What is indexing? The Fundamentals

Lesson One: Efficient Portfolios of Indexes
The first lesson for index funds investors is to understand the value of a globally diversified portfolio of index funds, tilted toward small and value indexes. Indexfunds.com and Index Funds Advisors, Inc. has identified a set of 20 efficient portfolios which provide among the highest level of returns documented over 80 years, at each level of risk*. An investor only needs to determine where they should be on the scale of 3 to 16 standard deviations, which has been converted to portfolios numbered from 5 to 100. The starting point for that determination is the Risk Capacity Survey.

This graph shows all the indexes used in these portfolios, the 20 index portfolios and small growth, large growth and the IFA-NSDQ simulation indexes. All portfolio data and index data is net of mutual fund and investment advisor fees, except the S&P 500 and IFA-NSDQ. The Big Question for investors: Where does your portfolio plot on this graph, after all fees?

 
Another interesting way to compare the index portfolios above is to look at the shape of the bell shaped curve or the distribution of returns over long periods of time. The dynamic chart below displays the distribution of monthly returns over 65 years (780 months) of 20 index portfolios. Portfolio 5 is very concentrated in the center so it has a narrow bell shaped curve, which is representative of a low standard deviation or risk level and therefore a lower return. This means the range of probable outcomes is more narrow or tighter around the average or mean. On the other hand, Portfolio 100 has a wider distribution around a higher monthly average return. This chart helps investors visualize the risk of various investments.
 
The Big Question? What is the shape of your portfolio bell curve?

Index Funds: The 12-Step Program for Active Investors, is a complete investment education program and the treatment of choice for active investors. After you have completed the program, you will be prepared to invest and relax.

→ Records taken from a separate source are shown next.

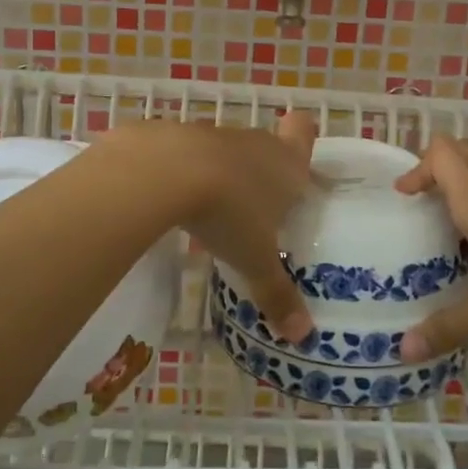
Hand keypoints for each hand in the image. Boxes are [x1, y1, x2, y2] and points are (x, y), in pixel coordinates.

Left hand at [109, 112, 318, 342]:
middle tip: (256, 212)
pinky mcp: (173, 135)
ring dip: (221, 175)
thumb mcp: (254, 260)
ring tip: (212, 214)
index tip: (296, 162)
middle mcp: (255, 143)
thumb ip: (278, 294)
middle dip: (261, 174)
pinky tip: (172, 202)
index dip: (302, 139)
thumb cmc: (228, 212)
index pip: (303, 132)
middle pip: (266, 147)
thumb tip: (302, 335)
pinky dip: (183, 174)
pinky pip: (187, 155)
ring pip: (226, 151)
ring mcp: (213, 135)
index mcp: (286, 164)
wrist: (164, 171)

An Overview of the 12-Steps

1.  Active Investors: Who is an active investor?
2.  Nobel Laureates: A higher power in economics.
3.  Stock Pickers: A loser's game.
4.  Time Pickers: A loser's game, again.
5.  Manager Pickers: A loser's game, once more.
6.  Style Drifters: And finally, another loser's game.
7.  Silent Partners: Who ate my pie?
8.  Riskese : If you don't speak it, buy treasury bills.
9.  History: Ignore it at your peril.
10.Risk Capacity: What standard deviation is right for you?
11.Risk Exposure: What index portfolio is optimal for your risk capacity?
12.Invest and Relax: Kick back and receive your optimal rates of returns.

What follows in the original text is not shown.